Le 1er janvier 1962, la DRME se voit rattacher le Service d’équipement des champs de tir (SECT) qui dépendait précédemment de la DEFA. Ce service, créé pour l’aménagement du champ de tir du Centre interarmées d’essais d’engins spatiaux (CIEES), étend sa compétence, au cours de cette même année, au Centre d’études et de recherches d’engins spéciaux (Céres) de la Marine, installé à l’île du Levant. En juillet, il se voit confier le rôle d’architecte industriel du Centre d’essais des Landes (CEL) de Biscarosse qui vient d’être créé pour l’essai des missiles.
L’année 1963 voit la naissance en février, du Service puis Centre de documentation de l’armement (Cedocar) rattaché à la DRME et chargé de collecter l’information scientifique et technique, ainsi que celle, en août, du Centre des hautes études de l’armement (CHEAr).

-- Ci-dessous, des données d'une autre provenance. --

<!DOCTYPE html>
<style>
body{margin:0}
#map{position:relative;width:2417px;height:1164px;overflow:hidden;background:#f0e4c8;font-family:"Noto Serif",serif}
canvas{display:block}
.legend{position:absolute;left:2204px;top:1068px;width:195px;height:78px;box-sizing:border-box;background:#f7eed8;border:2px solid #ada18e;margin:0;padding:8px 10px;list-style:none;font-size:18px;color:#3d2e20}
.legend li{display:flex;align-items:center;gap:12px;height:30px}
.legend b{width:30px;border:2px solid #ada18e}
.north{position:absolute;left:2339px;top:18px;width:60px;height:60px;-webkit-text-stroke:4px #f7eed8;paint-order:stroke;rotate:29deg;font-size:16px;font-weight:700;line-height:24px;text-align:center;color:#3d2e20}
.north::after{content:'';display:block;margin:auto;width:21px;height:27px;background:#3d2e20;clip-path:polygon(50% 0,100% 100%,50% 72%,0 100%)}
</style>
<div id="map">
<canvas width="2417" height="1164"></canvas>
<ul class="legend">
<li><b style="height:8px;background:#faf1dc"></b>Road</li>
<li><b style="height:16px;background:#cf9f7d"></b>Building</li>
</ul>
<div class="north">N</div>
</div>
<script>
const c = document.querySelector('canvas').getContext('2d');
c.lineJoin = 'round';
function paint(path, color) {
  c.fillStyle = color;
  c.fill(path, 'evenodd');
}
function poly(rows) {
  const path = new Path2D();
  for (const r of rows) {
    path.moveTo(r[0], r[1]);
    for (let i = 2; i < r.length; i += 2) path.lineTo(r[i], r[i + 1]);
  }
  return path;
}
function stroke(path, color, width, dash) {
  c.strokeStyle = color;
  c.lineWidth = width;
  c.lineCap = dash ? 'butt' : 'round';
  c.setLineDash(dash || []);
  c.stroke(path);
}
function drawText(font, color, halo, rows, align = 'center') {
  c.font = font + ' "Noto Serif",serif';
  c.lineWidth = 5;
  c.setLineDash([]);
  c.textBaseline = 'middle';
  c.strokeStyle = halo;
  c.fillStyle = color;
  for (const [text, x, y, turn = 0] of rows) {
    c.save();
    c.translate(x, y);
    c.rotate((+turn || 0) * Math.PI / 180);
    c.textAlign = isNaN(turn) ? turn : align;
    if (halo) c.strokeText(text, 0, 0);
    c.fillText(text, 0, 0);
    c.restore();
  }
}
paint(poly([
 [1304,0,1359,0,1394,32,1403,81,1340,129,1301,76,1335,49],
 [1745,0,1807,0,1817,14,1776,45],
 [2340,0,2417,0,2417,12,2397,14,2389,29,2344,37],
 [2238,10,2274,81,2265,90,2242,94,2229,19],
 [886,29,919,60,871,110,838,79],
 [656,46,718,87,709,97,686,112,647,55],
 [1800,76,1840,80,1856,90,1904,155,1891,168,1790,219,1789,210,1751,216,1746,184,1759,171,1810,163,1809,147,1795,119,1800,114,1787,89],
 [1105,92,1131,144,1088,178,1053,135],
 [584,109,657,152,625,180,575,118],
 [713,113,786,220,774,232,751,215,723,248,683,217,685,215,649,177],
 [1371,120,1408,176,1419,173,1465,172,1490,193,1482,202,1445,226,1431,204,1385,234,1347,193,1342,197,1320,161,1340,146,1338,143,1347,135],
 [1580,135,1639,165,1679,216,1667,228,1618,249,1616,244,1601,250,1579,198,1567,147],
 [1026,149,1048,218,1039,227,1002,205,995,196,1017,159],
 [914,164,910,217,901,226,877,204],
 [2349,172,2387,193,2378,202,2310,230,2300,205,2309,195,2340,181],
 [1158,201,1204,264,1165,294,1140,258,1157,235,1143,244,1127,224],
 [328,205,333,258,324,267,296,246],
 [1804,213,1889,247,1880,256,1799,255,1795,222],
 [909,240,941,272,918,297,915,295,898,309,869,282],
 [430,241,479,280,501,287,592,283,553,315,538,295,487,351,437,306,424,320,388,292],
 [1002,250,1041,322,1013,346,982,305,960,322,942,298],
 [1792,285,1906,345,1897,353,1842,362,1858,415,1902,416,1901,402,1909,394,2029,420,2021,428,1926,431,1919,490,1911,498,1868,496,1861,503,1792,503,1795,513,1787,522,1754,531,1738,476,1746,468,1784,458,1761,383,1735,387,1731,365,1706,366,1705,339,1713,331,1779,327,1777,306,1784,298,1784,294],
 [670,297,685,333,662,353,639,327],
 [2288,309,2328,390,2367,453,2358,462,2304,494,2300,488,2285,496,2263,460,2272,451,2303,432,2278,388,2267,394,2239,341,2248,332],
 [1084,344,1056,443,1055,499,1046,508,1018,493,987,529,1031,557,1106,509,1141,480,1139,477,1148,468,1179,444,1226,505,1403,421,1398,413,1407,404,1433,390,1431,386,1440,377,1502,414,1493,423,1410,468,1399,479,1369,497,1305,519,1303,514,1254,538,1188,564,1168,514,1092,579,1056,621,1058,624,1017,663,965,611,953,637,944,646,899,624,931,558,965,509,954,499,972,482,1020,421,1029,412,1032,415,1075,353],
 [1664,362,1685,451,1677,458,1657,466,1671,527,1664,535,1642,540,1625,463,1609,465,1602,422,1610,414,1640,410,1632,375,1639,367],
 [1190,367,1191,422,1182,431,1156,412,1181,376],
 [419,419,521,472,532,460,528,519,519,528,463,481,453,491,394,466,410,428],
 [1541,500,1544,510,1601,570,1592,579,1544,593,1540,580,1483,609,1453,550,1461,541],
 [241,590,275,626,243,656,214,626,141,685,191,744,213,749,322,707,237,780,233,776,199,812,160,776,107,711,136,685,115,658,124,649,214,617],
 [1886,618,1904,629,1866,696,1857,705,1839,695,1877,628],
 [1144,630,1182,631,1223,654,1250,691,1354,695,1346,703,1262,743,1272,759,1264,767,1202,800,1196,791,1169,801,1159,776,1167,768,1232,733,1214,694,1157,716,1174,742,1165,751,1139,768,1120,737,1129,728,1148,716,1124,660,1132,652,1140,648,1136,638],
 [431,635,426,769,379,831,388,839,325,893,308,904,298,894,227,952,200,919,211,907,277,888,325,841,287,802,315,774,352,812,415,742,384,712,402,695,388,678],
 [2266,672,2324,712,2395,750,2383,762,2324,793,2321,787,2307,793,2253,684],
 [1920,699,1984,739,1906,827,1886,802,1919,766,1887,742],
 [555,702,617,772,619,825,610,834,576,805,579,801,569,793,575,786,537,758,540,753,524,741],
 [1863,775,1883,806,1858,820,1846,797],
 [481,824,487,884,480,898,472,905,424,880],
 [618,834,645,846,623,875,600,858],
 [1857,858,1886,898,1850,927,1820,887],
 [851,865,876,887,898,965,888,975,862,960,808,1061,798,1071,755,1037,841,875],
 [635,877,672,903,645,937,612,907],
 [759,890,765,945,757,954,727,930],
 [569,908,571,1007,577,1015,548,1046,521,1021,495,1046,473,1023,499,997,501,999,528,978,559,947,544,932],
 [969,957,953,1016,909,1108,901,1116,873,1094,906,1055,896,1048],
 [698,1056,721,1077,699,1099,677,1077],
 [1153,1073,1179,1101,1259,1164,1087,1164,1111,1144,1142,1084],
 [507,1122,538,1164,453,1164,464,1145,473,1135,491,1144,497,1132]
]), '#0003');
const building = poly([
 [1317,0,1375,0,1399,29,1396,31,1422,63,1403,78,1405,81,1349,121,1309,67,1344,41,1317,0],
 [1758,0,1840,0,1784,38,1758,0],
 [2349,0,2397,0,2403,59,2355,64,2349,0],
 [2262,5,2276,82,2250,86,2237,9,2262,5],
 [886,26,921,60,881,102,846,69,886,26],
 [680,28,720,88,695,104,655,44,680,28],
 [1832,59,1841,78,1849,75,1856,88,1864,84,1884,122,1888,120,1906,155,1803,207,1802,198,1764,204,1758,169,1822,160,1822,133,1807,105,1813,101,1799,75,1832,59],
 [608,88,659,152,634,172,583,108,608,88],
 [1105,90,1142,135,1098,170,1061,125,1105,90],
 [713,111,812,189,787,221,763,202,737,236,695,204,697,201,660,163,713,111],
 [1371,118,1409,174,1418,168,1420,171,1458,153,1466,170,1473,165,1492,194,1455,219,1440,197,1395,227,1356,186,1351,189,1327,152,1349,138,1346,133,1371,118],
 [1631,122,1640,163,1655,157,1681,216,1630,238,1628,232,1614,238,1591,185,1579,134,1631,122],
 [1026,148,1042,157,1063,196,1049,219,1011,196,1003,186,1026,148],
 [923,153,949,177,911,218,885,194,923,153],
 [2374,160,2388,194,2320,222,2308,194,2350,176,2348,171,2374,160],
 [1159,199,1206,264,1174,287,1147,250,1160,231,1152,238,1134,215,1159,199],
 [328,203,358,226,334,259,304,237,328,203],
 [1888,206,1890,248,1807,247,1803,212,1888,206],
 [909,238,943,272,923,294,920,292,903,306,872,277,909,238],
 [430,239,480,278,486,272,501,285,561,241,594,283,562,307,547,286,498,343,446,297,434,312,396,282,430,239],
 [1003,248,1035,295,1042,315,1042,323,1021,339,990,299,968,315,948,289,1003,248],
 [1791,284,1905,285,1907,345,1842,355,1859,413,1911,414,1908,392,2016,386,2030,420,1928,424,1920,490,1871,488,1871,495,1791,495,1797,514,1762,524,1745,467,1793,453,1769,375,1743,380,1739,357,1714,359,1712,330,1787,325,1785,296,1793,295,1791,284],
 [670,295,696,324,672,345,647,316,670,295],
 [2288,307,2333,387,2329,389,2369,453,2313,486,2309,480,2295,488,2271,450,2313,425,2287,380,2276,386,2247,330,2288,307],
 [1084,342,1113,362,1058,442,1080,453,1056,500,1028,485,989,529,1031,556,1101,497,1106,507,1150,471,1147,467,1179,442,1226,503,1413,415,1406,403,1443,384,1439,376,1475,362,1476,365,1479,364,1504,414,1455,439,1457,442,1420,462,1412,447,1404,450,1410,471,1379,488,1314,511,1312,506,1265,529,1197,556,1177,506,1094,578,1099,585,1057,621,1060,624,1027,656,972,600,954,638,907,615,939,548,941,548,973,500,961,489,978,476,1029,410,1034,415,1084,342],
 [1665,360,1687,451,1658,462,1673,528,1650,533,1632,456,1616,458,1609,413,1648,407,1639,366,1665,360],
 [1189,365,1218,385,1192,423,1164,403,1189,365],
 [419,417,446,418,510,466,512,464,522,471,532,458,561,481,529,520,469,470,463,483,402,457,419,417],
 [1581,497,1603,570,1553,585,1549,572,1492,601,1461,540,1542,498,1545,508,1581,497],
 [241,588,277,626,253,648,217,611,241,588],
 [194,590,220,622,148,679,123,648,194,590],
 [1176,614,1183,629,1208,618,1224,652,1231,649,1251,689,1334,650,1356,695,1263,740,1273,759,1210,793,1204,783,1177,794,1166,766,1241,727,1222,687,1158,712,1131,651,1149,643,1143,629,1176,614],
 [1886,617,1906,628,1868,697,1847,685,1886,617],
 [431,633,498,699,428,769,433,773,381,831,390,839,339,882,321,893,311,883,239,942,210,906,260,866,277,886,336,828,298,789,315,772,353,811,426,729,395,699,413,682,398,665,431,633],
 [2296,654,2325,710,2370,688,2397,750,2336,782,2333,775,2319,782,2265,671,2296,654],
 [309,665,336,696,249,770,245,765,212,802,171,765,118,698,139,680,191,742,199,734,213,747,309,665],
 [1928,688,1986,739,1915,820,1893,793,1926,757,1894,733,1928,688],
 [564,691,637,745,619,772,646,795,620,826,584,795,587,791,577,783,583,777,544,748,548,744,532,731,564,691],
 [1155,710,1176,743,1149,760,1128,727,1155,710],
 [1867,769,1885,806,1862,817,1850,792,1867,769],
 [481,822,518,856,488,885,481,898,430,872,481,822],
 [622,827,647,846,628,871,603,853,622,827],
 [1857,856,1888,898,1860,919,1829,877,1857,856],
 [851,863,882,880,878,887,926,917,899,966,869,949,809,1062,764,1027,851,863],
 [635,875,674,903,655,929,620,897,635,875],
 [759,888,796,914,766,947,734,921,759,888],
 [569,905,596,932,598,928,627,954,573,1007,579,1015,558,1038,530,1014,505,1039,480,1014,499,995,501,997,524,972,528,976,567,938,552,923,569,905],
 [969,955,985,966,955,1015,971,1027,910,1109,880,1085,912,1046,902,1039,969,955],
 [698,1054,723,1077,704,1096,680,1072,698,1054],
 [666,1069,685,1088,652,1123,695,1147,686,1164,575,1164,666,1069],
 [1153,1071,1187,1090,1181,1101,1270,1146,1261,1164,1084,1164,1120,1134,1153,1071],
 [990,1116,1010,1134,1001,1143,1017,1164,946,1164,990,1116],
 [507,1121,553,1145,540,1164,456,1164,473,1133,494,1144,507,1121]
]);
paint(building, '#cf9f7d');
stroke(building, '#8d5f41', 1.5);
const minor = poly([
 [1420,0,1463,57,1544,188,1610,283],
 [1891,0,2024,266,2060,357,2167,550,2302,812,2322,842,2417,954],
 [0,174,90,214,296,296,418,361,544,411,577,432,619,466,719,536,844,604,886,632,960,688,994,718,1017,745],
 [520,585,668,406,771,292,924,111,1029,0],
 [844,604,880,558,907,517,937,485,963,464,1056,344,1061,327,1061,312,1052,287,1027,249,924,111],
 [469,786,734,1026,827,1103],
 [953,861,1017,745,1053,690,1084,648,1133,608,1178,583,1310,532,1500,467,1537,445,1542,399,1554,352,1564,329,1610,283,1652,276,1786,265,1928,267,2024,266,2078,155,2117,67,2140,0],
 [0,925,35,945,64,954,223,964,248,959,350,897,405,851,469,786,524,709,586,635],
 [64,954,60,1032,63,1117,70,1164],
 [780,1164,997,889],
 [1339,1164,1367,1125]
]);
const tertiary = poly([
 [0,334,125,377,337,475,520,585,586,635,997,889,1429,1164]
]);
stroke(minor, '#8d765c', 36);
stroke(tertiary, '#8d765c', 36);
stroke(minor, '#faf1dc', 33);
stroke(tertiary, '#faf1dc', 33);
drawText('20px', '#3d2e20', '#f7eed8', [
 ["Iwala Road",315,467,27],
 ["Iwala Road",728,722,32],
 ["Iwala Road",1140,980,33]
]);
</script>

En 1964, c’est la création, le 4 avril, du service de Surveillance industrielle de l’armement (SIAR), qui regroupe sous une autorité unique les différents services de surveillance de chacune des directions, pour coordonner leur action, et dont l’implantation territoriale est calquée sur celle des zones de défense.
À la lumière de l’expérience de ses quatre premières années d’existence, la DMA modifie ses structures par les décrets d’août 1965. Le département Organisation disparaît tandis que celui de l’Atome est confié à un chargé de mission. En raison de l’accroissement de leur domaine d’attribution, le département Engins devient une Direction technique (DTEn) et celui de l’Électronique devient Service central des télécommunications et de l’informatique (SCTI). Les deux départements « Plans en développement » et « Plan à long terme et budget » fusionnent en une Direction des programmes et affaires industrielles (DPAI) qui transfère une partie de ses attributions budgétaires au département « Administration Générale ». Celui-ci, à qui sont dévolues de plus la gestion et l’administration du personnel, devient la Direction des personnels et des affaires générales (DPAG). Le département « Expansion et Économie », responsable des questions d’exportation, centralise désormais les problèmes de coopération internationale en matière d’armement, jusqu’alors répartis entre divers organismes, et devient Direction des affaires internationales (DAI). Enfin, les anciennes directions des trois Armées, à la suite de modifications d’attributions, changent d’appellation. La DEFA devient Direction technique des armements terrestres (DTAT) ; la DCCAN, Direction technique des constructions navales (DTCN) ; et la DTIA, Direction technique des constructions aéronautiques (DTCA). Cette nouvelle structure devait encore être renforcée dans les années suivantes.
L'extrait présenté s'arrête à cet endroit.